Sep 122018

I’m not sure why I didn’t see the Purge when it came out on 2013. Maybe the trailers made it look like another Killers-With-Bad-Masks movie, which is a sticking point for me that I should discuss some other time. My wife watched it and she liked it and I remember seeing the second Purge movie with her and being entertained. Now that there is a Purge series on USA that I am enjoying, I decided to go give the first movie a try.

The Purge, for those who don’t know, is set in the near-future where a new political party has decided to solve the slow economy, high crime and anything else they can blame by having a special night where all crimes are legal. Police and first response services are suspended so people can murder the hell out of each other. They aren’t allowed to kill government officials, which should be a big tell, but you can go ahead and kill just about anything else.

You know, four years ago, this sounded really silly but now in the era of MAGA and conservatives gleefully justifying locking kids in cages, this feels damn accurate.

The movie centers on a welthy upper-middle class family. There is the dad who sells security systems to the other neighbors and has become quite rich. There is his loving wife, their surly teenage daughter who is mad that they won’t let her date her 18-year old boyfriend and the depressed tween boy who thinks the Purge is creepy and isolates himself by playing with a remote-control robot.
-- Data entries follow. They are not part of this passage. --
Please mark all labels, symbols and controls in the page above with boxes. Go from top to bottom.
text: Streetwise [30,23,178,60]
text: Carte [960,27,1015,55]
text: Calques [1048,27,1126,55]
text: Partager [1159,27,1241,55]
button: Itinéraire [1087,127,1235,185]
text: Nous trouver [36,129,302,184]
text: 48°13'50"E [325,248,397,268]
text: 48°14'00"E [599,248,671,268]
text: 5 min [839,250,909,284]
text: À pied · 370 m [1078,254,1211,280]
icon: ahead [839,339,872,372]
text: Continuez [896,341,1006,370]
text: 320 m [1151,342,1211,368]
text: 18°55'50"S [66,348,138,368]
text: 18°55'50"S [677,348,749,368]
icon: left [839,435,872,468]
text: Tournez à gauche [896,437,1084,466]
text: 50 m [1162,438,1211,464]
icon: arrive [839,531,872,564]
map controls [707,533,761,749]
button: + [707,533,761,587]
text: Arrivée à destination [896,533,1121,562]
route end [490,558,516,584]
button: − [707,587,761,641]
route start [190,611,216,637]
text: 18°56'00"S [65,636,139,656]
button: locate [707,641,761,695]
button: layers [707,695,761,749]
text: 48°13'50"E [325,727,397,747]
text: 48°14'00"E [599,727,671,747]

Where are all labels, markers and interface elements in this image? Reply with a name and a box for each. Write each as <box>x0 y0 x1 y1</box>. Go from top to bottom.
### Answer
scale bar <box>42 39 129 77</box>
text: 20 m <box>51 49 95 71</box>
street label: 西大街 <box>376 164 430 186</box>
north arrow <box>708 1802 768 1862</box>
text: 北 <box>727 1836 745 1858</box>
Purge night comes and we see how the media joyfully reports on it, much like they joyfully report almost any great tragedy. We get talking heads who explain the Purge is a healthy thing for letting people blow off steam and we get grim warnings that the country was in such a bad state before the Purge and we can’t ever go back to it.

A black man comes running up the house begging for safety and the parents ignore him. The boy lets him in and a few minutes later, a bunch of killers show up. The killers brag that they are the upper class and killing that homeless guy is their right and damn it, they want their prey back. They are more than willing to kill the family to get to their prey.

Again, this feels really topical. The Purge is just open class warfare. The wealthy can afford protection and weapons and the poor can’t. The killers are the 1% and they wanted to kill some poor people but they will kill some less-rich-than-them as well. Terrible violence is constantly justified and called “American” just like 2nd Amendment nuts always do. We even got good old-fashioned racism with the homeless guy being black.

It is a tight movie and I don’t want to give it away. There are some plot twists but the one I was expecting, that maybe the homeless guy was some sort of bait for a trap, never happens. That is a wise move as if the homeless guy was evil, it would carry the terrible message that the Purge might be right.

Like I said, it is a tight movie with some good action and a family that comes to grip with their own morality. I liked it a lot and I feel like this might be the most American horror movie you could make. We don’t need vampires or zombies, our own society and the people in it as the greatest threat.